In the RoI, “connected” has a very specific meaning. Records are only usable when the same identifiers are reused consistently across templates. If those values drift, the register may still load, but it stops functioning as a joined dataset.

Linking logic: reused identifiers across RoI tables

Most teams build the tables first and only later realise what holds them together. The model works because the same values are reused consistently across tables.

Data elementWhere it appearsWhat it connects
Provider identifierProvider, contracts, services, supply chainConnects all records to the same provider
Contract referenceContracts, servicesConnects services to the correct contract
Function identifierServices, functionsConnects services to business activities
ICT service typeService recordsKeeps service classification aligned
Entity identifierAcross multiple tablesConnects records to the reporting entity using the service
Core linking fields reused across RoI tables and why they matter for joining records

If one of these values changes, even slightly, the join breaks. The data is still there, but the structure no longer holds. In supervisory reporting terms, this is a referential integrity failure — the equivalent of a foreign key pointing to a value that no longer exists.

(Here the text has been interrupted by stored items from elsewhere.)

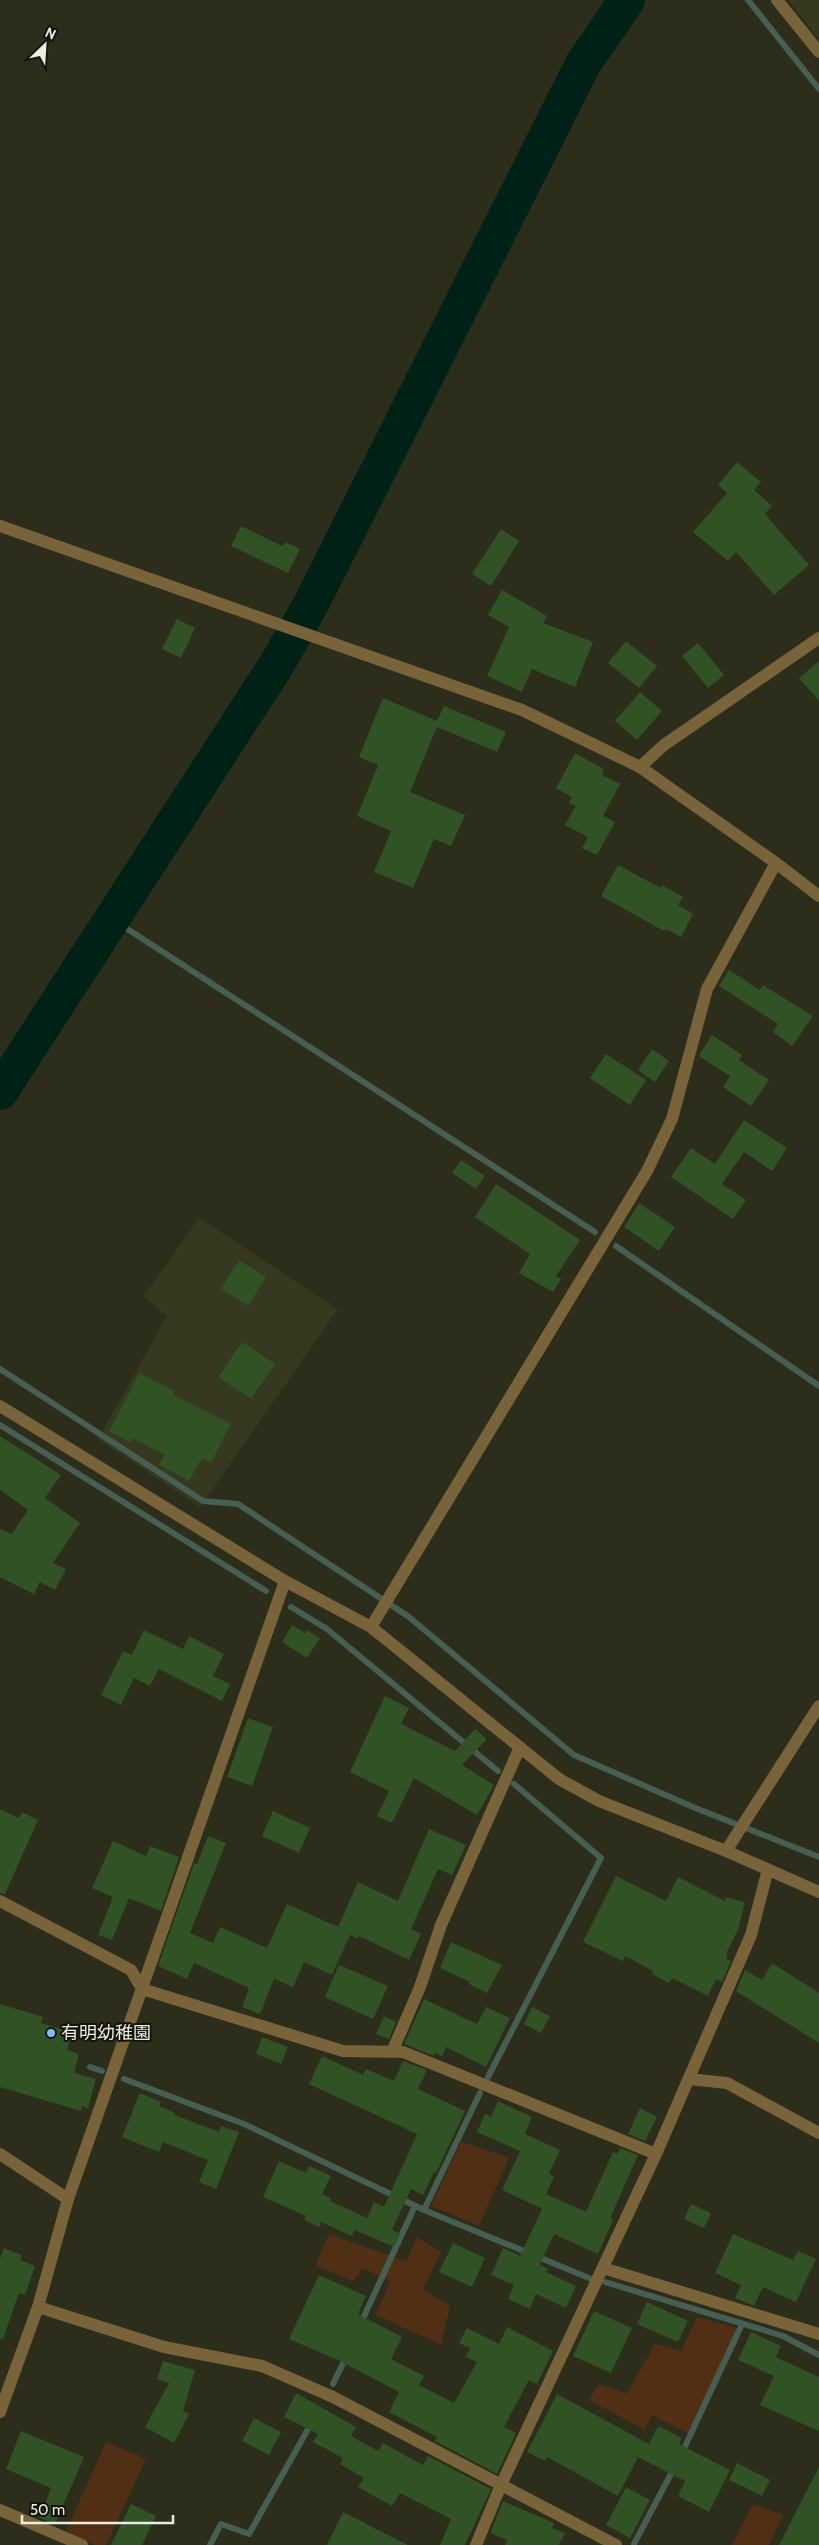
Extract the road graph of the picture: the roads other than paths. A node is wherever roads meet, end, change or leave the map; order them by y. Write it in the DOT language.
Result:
graph roads {
  1 [pos="777,0"];
  2 [pos="819,52"];
  3 [pos="0,526"];
  4 [pos="819,638"];
  5 [pos="640,767"];
  6 [pos="776,863"];
  7 [pos="819,896"];
  8 [pos="0,1406"];
  9 [pos="285,1581"];
  10 [pos="371,1627"];
  11 [pos="819,1706"];
  12 [pos="520,1747"];
  13 [pos="726,1851"];
  14 [pos="768,1869"];
  15 [pos="819,1892"];
  16 [pos="0,1901"];
  17 [pos="142,1989"];
  18 [pos="392,2052"];
  19 [pos="689,2079"];
  20 [pos="819,2133"];
  21 [pos="0,2154"];
  22 [pos="656,2154"];
  23 [pos="68,2199"];
  24 [pos="603,2268"];
  25 [pos="38,2307"];
  26 [pos="819,2334"];
  27 [pos="0,2412"];
  28 [pos="501,2485"];
  29 [pos="0,2510"];
  30 [pos="82,2545"];
  31 [pos="476,2545"];
  32 [pos="616,2545"];
  1 -- 2 [label="street"];
  3 -- 5 [label="street"];
  4 -- 5 [label="street"];
  5 -- 6 [label="street"];
  6 -- 7 [label="street"];
  6 -- 10 [label="street"];
  8 -- 9 [label="street"];
  9 -- 10 [label="street"];
  9 -- 17 [label="street"];
  10 -- 12 [label="street"];
  11 -- 13 [label="street"];
  12 -- 13 [label="street"];
  12 -- 18 [label="street"];
  13 -- 14 [label="street"];
  14 -- 15 [label="street"];
  14 -- 19 [label="street"];
  16 -- 17 [label="street"];
  17 -- 18 [label="street"];
  17 -- 23 [label="street"];
  18 -- 22 [label="street"];
  19 -- 20 [label="street"];
  19 -- 22 [label="street"];
  21 -- 23 [label="street"];
  22 -- 24 [label="street"];
  23 -- 25 [label="street"];
  24 -- 26 [label="street"];
  24 -- 28 [label="street"];
  25 -- 27 [label="street"];
  25 -- 28 [label="street"];
  28 -- 31 [label="street"];
  28 -- 32 [label="street"];
  29 -- 30 [label="street"];
}
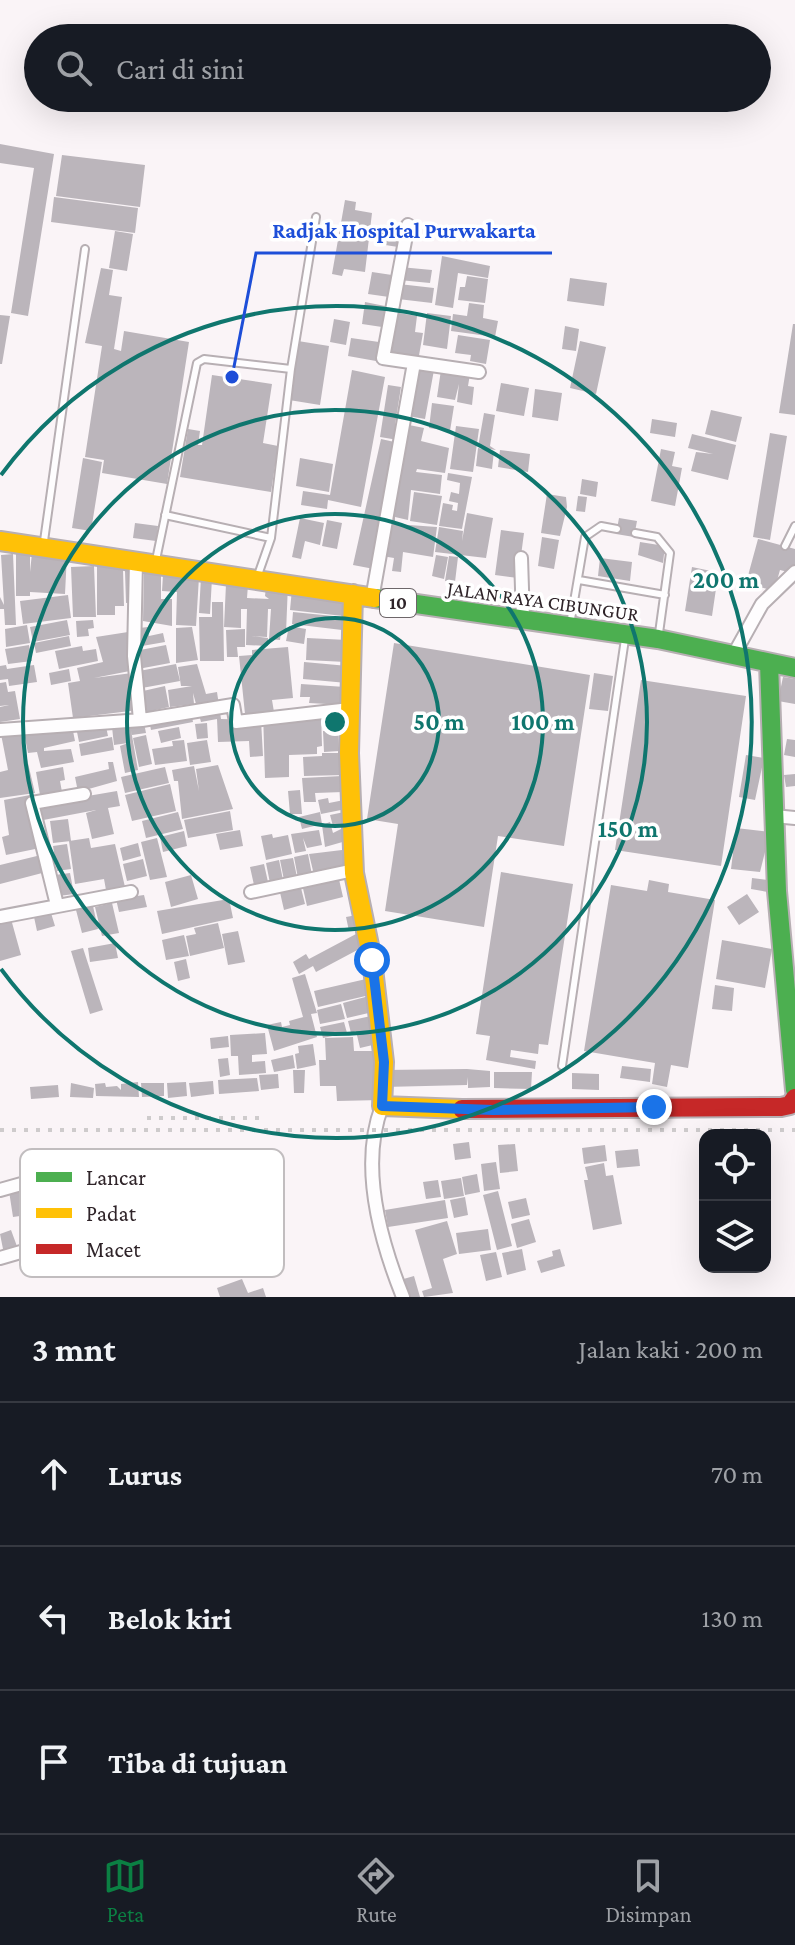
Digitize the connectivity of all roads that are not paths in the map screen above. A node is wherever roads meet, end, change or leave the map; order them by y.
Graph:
1 (316, 217) dead end
2 (408, 225) dead end
3 (85, 249) dead end
4 (414, 363) junction
5 (291, 369) junction
6 (479, 372) dead end
7 (165, 515) junction
8 (795, 526) edge
9 (617, 529) dead end
10 (635, 533) dead end
11 (271, 538) junction
12 (0, 541) edge
13 (44, 545) junction
14 (785, 546) dead end
15 (521, 558) dead end
16 (136, 561) junction
17 (155, 564) junction
18 (795, 572) edge
19 (257, 579) junction
20 (579, 580) junction
21 (353, 594) junction
22 (665, 595) junction
23 (372, 599) junction
24 (523, 619) junction
25 (570, 627) junction
26 (626, 635) junction
27 (658, 639) junction
28 (733, 656) junction
29 (769, 663) junction
30 (795, 668) edge
31 (350, 709) junction
32 (140, 720) junction
33 (0, 730) edge
34 (84, 794) dead end
35 (774, 816) junction
36 (795, 818) edge
37 (354, 870) junction
38 (131, 892) dead end
39 (251, 892) dead end
40 (57, 905) junction
41 (0, 917) edge
42 (794, 1065) edge
43 (562, 1066) dead end
44 (795, 1098) edge
45 (382, 1106) junction
46 (20, 1184) edge
47 (0, 1190) edge
48 (20, 1252) edge
49 (0, 1258) edge
50 (403, 1297) edge

1 - 5 lane
2 - 4 street
3 - 13 lane
4 - 6 street
4 - 23 street
5 - 7 lane
5 - 11 lane
7 - 11 lane
7 - 17 lane
8 - 14 lane
9 - 20 lane
10 - 22 lane
11 - 19 lane
12 - 13 main road, JALAN RAYA CIBUNGUR / 10
13 - 16 main road, JALAN RAYA CIBUNGUR / 10
15 - 24 street
16 - 17 main road, JALAN RAYA CIBUNGUR / 10
16 - 32 street
17 - 19 main road, JALAN RAYA CIBUNGUR / 10
18 - 28 street
19 - 21 main road, JALAN RAYA CIBUNGUR / 10
20 - 22 lane
20 - 25 lane
21 - 23 main road, JALAN RAYA CIBUNGUR / 10
21 - 31 main road
22 - 27 lane
23 - 24 main road, JALAN RAYA CIBUNGUR / 10
24 - 25 main road, JALAN RAYA CIBUNGUR / 10
25 - 26 main road, JALAN RAYA CIBUNGUR / 10
26 - 27 main road, JALAN RAYA CIBUNGUR / 10
26 - 43 lane
27 - 28 main road, JALAN RAYA CIBUNGUR / 10
28 - 29 main road, JALAN RAYA CIBUNGUR / 10
29 - 30 main road, JALAN RAYA CIBUNGUR / 10
29 - 35 main road
31 - 32 street
31 - 37 main road
32 - 33 street
34 - 40 street
35 - 36 street
35 - 42 main road
37 - 39 street
37 - 45 main road
38 - 40 street
40 - 41 street
42 - 44 main road
44 - 45 main road
45 - 50 street
46 - 47 street
48 - 49 street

Where traceability breaks: one contract across the register

A provider is recorded once with a provider identifier. A contract uses that same identifier and adds a contract reference. That contract is then linked to:

  • a function
  • a type of ICT service
  • any subcontractors involved

Each of those sits in a different table.

This becomes especially clear in subcontracting chains, where each provider has to stay aligned across multiple layers.

A join failure here is effectively a foreign key failure: one table references a value that the related table does not recognise.

The patterns that break RoI joins in practice:

  1. Same provider recorded with different formats (case, spacing, leading zeros)
  2. Contract reference reused without the field that makes it unique
  3. Function identifiers created separately in different tables
  4. Service rows duplicated for multiple entities without repeating all required fields
  5. Subcontractors keyed differently at each tier
  6. “Renamed” vendors treated as new providers

These are small inconsistencies. They are also enough to break the dataset.

Composite keys: when a single field doesn’t identify the record

Some records look unique but are not.

A contract reference might appear valid on its own. In practice, it often only becomes unique when combined with another field, such as an entity or a service classification.

The dataset depends on combinations of fields to identify records, not just single values.

A concrete example appears in supply-chain reporting, where rows are effectively organised around combinations such as contractual arrangement reference and type of ICT service, as described in Commission Implementing Regulation (EU) 2024/2956.

If those combinations are duplicated or not applied consistently, the dataset cannot distinguish or reconnect the records correctly.

One value per field means more rows

The structure enforces a simple rule: one value per field. Where more than one value applies, additional rows are required.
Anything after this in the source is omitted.